Segment Open

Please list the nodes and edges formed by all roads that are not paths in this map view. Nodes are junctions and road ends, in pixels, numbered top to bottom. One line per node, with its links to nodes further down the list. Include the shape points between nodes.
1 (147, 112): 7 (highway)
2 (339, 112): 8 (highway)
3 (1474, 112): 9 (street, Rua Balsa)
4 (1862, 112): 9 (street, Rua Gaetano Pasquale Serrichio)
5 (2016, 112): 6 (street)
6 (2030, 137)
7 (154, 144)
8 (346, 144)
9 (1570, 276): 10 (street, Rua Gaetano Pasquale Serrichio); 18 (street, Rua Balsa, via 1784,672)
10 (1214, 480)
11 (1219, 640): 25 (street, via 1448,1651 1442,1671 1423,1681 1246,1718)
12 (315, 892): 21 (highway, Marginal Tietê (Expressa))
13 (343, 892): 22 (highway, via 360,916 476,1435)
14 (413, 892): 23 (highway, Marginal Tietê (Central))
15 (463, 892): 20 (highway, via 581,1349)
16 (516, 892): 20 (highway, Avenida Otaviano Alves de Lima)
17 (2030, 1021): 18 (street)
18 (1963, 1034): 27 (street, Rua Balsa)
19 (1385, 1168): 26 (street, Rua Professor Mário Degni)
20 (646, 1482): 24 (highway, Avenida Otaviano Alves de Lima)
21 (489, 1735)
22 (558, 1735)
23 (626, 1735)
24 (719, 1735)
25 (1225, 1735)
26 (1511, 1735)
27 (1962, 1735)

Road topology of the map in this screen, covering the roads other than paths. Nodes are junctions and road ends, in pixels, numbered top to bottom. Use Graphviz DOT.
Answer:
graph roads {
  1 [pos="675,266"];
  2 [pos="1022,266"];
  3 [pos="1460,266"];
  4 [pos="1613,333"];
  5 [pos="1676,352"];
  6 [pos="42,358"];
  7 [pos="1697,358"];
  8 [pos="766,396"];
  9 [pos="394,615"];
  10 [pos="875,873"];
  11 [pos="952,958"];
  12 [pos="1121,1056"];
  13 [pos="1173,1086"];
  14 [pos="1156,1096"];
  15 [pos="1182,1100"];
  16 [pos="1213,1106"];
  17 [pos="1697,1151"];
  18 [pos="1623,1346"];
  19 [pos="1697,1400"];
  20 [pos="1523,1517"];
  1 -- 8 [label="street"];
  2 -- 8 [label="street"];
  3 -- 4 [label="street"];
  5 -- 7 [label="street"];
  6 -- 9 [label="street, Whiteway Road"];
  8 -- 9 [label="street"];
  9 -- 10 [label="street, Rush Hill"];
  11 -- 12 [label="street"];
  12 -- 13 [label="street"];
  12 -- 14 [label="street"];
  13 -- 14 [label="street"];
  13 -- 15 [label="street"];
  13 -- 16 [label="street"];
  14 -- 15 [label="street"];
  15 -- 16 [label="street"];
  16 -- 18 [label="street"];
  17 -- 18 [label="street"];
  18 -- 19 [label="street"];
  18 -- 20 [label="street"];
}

Segment Closed

> _TASK_:
Print the records once more, exactly as written.

> _REPLY_:
Please list the nodes and edges formed by all roads that are not paths in this map view. Nodes are junctions and road ends, in pixels, numbered top to bottom. One line per node, with its links to nodes further down the list. Include the shape points between nodes.
1 (147, 112): 7 (highway)
2 (339, 112): 8 (highway)
3 (1474, 112): 9 (street, Rua Balsa)
4 (1862, 112): 9 (street, Rua Gaetano Pasquale Serrichio)
5 (2016, 112): 6 (street)
6 (2030, 137)
7 (154, 144)
8 (346, 144)
9 (1570, 276): 10 (street, Rua Gaetano Pasquale Serrichio); 18 (street, Rua Balsa, via 1784,672)
10 (1214, 480)
11 (1219, 640): 25 (street, via 1448,1651 1442,1671 1423,1681 1246,1718)
12 (315, 892): 21 (highway, Marginal Tietê (Expressa))
13 (343, 892): 22 (highway, via 360,916 476,1435)
14 (413, 892): 23 (highway, Marginal Tietê (Central))
15 (463, 892): 20 (highway, via 581,1349)
16 (516, 892): 20 (highway, Avenida Otaviano Alves de Lima)
17 (2030, 1021): 18 (street)
18 (1963, 1034): 27 (street, Rua Balsa)
19 (1385, 1168): 26 (street, Rua Professor Mário Degni)
20 (646, 1482): 24 (highway, Avenida Otaviano Alves de Lima)
21 (489, 1735)
22 (558, 1735)
23 (626, 1735)
24 (719, 1735)
25 (1225, 1735)
26 (1511, 1735)
27 (1962, 1735)

Road topology of the map in this screen, covering the roads other than paths. Nodes are junctions and road ends, in pixels, numbered top to bottom. Use Graphviz DOT.
Answer:
graph roads {
  1 [pos="675,266"];
  2 [pos="1022,266"];
  3 [pos="1460,266"];
  4 [pos="1613,333"];
  5 [pos="1676,352"];
  6 [pos="42,358"];
  7 [pos="1697,358"];
  8 [pos="766,396"];
  9 [pos="394,615"];
  10 [pos="875,873"];
  11 [pos="952,958"];
  12 [pos="1121,1056"];
  13 [pos="1173,1086"];
  14 [pos="1156,1096"];
  15 [pos="1182,1100"];
  16 [pos="1213,1106"];
  17 [pos="1697,1151"];
  18 [pos="1623,1346"];
  19 [pos="1697,1400"];
  20 [pos="1523,1517"];
  1 -- 8 [label="street"];
  2 -- 8 [label="street"];
  3 -- 4 [label="street"];
  5 -- 7 [label="street"];
  6 -- 9 [label="street, Whiteway Road"];
  8 -- 9 [label="street"];
  9 -- 10 [label="street, Rush Hill"];
  11 -- 12 [label="street"];
  12 -- 13 [label="street"];
  12 -- 14 [label="street"];
  13 -- 14 [label="street"];
  13 -- 15 [label="street"];
  13 -- 16 [label="street"];
  14 -- 15 [label="street"];
  15 -- 16 [label="street"];
  16 -- 18 [label="street"];
  17 -- 18 [label="street"];
  18 -- 19 [label="street"];
  18 -- 20 [label="street"];
}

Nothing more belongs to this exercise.